Your task:
In the data that follows, give the number of lines containing the word "Profesor". Offer no additional comment.

================================

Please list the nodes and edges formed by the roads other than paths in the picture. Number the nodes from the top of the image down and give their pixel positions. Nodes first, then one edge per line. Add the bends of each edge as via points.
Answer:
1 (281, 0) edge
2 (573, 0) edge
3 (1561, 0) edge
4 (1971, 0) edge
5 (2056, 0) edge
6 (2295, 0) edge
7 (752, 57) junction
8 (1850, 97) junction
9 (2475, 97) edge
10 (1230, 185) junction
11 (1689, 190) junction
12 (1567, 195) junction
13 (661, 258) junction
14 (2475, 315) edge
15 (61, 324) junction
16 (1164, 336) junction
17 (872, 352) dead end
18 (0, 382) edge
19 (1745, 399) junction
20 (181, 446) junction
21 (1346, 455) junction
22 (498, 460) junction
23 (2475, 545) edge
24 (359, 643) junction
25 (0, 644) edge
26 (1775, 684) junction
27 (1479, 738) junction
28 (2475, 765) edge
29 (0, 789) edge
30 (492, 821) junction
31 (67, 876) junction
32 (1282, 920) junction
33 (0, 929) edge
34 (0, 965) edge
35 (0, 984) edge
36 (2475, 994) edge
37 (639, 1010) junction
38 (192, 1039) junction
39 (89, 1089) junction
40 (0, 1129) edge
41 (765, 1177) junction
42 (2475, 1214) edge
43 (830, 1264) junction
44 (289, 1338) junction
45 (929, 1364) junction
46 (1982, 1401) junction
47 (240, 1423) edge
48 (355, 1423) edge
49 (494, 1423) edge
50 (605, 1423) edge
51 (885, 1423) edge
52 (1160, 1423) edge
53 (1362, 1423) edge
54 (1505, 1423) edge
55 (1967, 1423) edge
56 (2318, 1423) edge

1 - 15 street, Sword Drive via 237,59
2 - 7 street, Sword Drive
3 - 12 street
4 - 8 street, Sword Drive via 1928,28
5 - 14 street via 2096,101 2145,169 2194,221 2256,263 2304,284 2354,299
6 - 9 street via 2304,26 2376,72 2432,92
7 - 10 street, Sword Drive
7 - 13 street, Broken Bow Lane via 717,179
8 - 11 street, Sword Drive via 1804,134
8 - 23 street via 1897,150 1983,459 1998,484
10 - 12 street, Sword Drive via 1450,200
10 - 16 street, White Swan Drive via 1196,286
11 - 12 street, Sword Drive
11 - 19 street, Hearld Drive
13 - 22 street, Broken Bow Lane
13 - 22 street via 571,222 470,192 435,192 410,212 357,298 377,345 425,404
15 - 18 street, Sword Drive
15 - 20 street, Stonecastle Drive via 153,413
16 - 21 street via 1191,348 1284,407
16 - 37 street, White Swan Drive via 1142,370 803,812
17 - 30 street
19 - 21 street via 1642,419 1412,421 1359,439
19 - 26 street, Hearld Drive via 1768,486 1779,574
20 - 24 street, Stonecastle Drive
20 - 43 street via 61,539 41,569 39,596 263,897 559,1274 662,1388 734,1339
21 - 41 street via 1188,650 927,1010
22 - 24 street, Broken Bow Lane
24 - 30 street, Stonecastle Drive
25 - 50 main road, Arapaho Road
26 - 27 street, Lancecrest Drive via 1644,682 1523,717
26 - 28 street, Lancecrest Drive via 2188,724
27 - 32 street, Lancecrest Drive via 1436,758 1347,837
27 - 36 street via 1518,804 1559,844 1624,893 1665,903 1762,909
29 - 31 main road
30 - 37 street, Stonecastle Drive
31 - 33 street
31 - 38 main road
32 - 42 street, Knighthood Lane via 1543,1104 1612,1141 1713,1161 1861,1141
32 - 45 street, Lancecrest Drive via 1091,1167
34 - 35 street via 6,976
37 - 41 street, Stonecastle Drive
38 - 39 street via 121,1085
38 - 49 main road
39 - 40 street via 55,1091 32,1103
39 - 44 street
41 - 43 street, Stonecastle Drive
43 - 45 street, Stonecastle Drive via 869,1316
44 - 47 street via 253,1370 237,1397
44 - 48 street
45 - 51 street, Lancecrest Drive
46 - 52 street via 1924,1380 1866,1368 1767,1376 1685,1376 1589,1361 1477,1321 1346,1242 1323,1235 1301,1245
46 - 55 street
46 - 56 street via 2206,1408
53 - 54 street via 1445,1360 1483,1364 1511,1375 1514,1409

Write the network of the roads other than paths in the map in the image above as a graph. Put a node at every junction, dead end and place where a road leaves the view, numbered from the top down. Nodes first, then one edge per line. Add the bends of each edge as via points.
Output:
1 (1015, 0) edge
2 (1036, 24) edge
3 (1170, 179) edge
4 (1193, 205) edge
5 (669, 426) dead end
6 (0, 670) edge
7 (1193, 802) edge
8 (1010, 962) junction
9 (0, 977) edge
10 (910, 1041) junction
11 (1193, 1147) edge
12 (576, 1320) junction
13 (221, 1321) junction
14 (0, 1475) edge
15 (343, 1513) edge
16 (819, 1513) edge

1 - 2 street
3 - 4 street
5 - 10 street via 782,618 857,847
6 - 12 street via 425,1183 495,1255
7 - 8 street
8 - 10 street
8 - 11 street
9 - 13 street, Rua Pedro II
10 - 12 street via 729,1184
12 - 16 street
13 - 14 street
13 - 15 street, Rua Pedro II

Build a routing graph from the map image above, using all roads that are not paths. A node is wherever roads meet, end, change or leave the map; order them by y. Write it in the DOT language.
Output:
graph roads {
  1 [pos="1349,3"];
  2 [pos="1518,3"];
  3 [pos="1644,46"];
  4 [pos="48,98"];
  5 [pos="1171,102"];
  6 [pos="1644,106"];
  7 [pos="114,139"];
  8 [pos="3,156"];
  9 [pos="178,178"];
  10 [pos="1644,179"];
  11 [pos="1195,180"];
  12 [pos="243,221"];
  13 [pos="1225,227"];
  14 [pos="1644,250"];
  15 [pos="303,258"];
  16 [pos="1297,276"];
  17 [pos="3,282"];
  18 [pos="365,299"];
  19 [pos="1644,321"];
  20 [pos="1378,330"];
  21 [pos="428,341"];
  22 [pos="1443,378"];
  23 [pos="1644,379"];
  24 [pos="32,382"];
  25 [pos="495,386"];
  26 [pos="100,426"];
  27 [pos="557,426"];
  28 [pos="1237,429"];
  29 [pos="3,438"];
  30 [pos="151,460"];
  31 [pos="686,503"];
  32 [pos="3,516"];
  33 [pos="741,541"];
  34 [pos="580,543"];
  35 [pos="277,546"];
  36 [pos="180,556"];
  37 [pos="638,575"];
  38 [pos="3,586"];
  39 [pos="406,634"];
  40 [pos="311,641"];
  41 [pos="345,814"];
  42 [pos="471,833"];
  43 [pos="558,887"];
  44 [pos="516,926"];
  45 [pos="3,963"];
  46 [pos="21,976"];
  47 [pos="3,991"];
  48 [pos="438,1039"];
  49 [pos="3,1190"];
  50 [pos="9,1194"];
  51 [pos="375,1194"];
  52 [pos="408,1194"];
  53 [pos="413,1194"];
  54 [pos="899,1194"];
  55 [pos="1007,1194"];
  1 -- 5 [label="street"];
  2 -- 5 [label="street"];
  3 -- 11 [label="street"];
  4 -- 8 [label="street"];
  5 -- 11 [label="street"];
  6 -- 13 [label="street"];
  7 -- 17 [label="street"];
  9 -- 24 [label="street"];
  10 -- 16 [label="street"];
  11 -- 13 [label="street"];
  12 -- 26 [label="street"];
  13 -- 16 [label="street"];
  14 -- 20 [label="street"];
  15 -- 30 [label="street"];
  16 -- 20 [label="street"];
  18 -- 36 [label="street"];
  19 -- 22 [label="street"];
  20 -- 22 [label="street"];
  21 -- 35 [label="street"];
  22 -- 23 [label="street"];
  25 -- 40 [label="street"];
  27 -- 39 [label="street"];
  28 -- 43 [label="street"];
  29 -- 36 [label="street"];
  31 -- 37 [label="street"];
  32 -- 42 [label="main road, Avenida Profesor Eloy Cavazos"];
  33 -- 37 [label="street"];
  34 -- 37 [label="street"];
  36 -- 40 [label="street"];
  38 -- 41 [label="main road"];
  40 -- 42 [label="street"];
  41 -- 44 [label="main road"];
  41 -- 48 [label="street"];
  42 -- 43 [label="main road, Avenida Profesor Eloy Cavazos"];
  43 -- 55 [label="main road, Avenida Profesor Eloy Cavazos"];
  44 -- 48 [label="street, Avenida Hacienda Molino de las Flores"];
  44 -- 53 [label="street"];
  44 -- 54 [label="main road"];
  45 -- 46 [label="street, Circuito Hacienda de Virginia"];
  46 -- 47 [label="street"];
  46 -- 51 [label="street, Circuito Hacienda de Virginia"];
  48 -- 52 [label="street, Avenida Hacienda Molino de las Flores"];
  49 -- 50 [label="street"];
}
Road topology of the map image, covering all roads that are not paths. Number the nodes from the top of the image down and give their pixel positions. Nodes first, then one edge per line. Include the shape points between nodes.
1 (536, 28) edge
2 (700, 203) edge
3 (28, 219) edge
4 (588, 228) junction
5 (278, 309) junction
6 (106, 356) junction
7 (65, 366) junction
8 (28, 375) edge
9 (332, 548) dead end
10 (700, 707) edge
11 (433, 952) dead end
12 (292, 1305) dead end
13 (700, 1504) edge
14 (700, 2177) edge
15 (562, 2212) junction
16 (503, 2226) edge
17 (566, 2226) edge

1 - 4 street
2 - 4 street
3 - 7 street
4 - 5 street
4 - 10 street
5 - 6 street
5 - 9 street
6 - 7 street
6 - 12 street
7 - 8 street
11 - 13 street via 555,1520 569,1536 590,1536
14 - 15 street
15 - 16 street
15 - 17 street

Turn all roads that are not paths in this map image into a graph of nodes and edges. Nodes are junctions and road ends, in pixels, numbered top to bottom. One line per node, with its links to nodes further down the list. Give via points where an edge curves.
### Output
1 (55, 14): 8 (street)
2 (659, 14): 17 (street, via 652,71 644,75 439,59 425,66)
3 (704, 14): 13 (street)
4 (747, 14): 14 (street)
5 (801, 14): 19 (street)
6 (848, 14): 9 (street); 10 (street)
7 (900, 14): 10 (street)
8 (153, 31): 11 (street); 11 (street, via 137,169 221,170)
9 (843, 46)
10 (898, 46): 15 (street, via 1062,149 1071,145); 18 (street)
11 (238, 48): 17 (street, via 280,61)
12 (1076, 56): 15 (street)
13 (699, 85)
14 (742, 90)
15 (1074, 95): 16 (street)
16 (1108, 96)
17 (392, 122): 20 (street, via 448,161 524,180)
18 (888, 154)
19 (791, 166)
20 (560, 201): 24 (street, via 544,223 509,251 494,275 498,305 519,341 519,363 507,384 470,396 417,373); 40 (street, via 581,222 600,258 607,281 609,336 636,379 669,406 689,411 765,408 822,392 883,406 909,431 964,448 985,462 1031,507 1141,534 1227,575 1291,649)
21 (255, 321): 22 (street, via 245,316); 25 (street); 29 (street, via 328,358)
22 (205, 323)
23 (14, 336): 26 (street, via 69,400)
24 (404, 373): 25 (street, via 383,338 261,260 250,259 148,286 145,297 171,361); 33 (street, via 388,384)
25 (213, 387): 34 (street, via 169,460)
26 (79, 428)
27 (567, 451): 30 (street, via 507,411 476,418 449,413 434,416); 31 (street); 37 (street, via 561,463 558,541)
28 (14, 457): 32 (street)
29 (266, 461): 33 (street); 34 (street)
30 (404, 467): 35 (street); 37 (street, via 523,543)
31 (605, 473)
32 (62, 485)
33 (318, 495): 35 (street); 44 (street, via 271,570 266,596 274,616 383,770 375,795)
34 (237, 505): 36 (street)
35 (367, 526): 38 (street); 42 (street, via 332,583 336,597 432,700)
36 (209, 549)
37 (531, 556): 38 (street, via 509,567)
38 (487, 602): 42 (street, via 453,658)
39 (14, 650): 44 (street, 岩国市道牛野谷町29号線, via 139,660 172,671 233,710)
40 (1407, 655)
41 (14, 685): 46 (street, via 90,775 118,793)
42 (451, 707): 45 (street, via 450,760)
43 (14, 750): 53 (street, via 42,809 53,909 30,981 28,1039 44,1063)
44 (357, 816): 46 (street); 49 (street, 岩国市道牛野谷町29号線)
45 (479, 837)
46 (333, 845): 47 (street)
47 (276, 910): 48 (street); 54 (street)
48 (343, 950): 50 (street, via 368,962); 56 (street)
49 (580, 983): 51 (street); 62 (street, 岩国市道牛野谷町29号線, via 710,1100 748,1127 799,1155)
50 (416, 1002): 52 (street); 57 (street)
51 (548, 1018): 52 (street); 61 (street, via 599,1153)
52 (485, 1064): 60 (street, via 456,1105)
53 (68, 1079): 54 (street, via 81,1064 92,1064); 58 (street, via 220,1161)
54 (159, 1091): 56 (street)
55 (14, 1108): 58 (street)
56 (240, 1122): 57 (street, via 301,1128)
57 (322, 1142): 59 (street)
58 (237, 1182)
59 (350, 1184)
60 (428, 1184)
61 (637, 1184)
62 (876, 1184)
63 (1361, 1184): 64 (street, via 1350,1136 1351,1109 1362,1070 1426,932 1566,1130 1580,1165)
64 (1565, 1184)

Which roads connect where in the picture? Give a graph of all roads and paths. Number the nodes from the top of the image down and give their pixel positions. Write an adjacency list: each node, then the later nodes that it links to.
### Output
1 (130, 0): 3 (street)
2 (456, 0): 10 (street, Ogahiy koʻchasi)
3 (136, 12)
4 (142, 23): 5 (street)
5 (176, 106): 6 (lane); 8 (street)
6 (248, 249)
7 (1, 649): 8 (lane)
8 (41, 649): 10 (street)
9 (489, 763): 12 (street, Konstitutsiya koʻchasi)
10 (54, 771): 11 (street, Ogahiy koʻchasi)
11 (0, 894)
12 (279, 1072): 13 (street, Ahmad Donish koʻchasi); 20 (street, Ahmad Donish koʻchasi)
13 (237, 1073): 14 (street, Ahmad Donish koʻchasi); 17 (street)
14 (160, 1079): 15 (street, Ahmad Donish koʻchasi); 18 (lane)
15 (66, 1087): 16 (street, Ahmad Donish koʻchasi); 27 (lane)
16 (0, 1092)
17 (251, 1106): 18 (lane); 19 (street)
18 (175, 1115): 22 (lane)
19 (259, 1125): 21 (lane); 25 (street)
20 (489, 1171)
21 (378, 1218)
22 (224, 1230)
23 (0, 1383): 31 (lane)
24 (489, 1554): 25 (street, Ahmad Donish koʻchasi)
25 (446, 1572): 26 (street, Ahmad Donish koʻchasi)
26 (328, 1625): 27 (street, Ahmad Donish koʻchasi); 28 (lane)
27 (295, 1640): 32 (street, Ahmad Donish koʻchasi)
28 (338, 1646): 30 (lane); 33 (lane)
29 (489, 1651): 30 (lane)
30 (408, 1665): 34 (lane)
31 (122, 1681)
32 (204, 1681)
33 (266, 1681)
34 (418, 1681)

================================

Exercise solution:
3